Mailing List Archives
Authenticated access
|
|
|
[Date Prev][Date Next][Thread Prev][Thread Next][Date Index][Thread Index]
Re: [Condor-users] condor-g job status unknown caused dagman to exit
- Date: Tue, 20 Apr 2010 11:59:10 -0500 (CDT)
- From: "R. Kent Wenger" <wenger@xxxxxxxxxxx>
- Subject: Re: [Condor-users] condor-g job status unknown caused dagman to exit
On Tue, 20 Apr 2010, Peter Doherty wrote:
To the condor experts,
I'm using Condor-G and this job (see logs below) caused a large dag to exit
unexpectedly this morning. I understand the concept of BAD EVENTS ( in this
case the job started executing after it was supposed to be done)
But I want to know how to prevent this from happening.
From what I can see the job's state became unknown (What causes this?

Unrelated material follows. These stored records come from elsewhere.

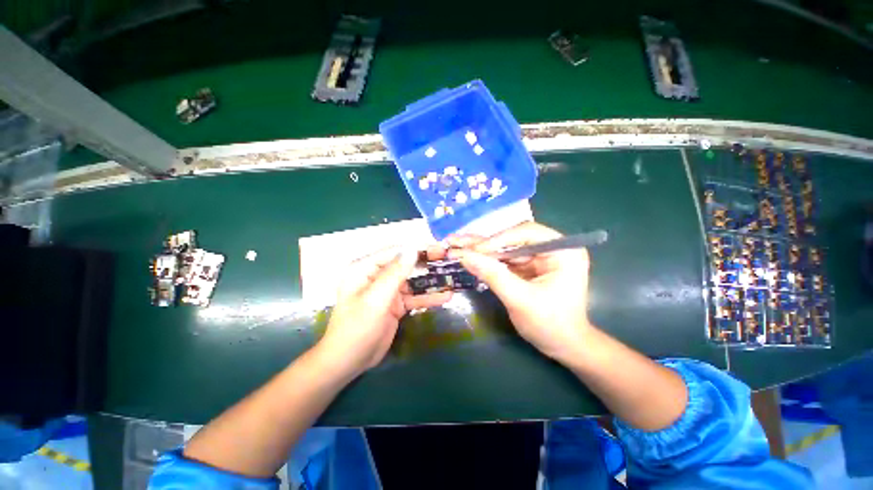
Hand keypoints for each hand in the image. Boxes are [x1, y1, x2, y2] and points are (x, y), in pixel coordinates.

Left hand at [317, 246, 452, 377]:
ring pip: (413, 281)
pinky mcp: (396, 304)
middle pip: (405, 265)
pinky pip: (414, 297)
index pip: (395, 252)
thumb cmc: (357, 328)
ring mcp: (387, 291)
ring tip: (451, 277)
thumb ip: (395, 274)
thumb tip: (412, 249)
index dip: (416, 249)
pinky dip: (428, 297)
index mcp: (365, 269)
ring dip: (431, 281)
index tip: (438, 248)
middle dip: (427, 263)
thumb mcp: (376, 299)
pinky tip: (445, 296)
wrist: (349, 362)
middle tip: (448, 260)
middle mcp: (377, 276)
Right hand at [448, 222, 591, 362]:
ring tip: (455, 244)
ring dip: (480, 249)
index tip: (474, 250)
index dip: (498, 239)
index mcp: (563, 251)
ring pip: (505, 247)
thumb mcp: (520, 300)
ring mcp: (539, 257)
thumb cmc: (550, 325)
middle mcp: (551, 248)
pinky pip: (504, 259)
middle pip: (512, 238)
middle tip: (456, 241)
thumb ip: (493, 275)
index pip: (526, 233)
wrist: (563, 346)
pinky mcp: (528, 267)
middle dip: (484, 243)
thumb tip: (464, 255)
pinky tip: (467, 255)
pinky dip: (486, 259)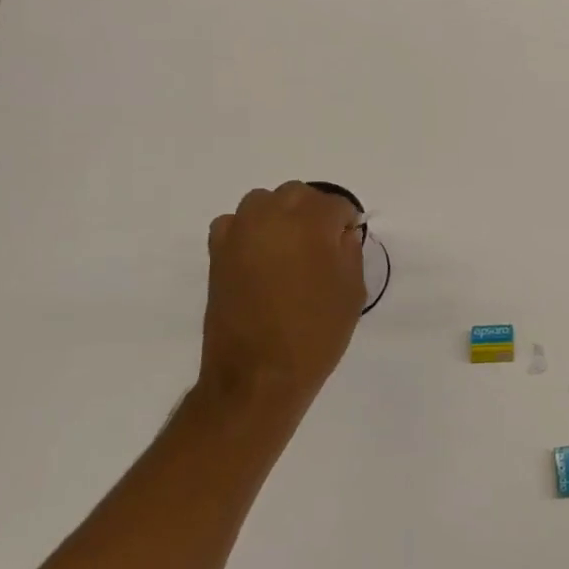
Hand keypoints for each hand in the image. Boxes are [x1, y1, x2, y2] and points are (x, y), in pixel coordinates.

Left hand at [198, 182, 365, 422]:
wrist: (258, 374)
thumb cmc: (316, 332)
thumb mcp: (352, 290)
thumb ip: (349, 251)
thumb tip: (339, 234)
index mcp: (311, 223)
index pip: (336, 204)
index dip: (346, 223)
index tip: (348, 244)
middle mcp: (272, 217)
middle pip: (298, 194)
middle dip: (314, 212)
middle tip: (323, 245)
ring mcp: (239, 232)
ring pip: (264, 202)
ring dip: (281, 216)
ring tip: (290, 248)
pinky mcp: (216, 253)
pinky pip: (235, 223)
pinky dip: (249, 230)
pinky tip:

I see
it happen a lot actually)
and then Condor abandoned the job, but then the job called back home and
instead of just ignoring it, it heard the call, but then got confused, and
dagman exited.
It seems like a bug to me.
You could try working around it by setting a non-default value for
DAGMAN_ALLOW_EVENTS (see
http://www.cs.wisc.edu/condor/manual/v7.4/3_3Configuration.html#19172
in the manual).
I'm actually not quite sure what DAGMan will do if it doesn't immediately
consider the execute event "bad" -- it might still run into problems
farther along, but it seems worth trying.
It seems like the real question is whether this is something that should
be dealt with at the DAGMan level or the Condor level -- we'll have to
discuss that on our end. If we deal with it at the DAGMan level, we'd
have to allow a new job state transition -- from completed/failed to
executing to possibly completed/succeeded.
Kent Wenger
Condor Team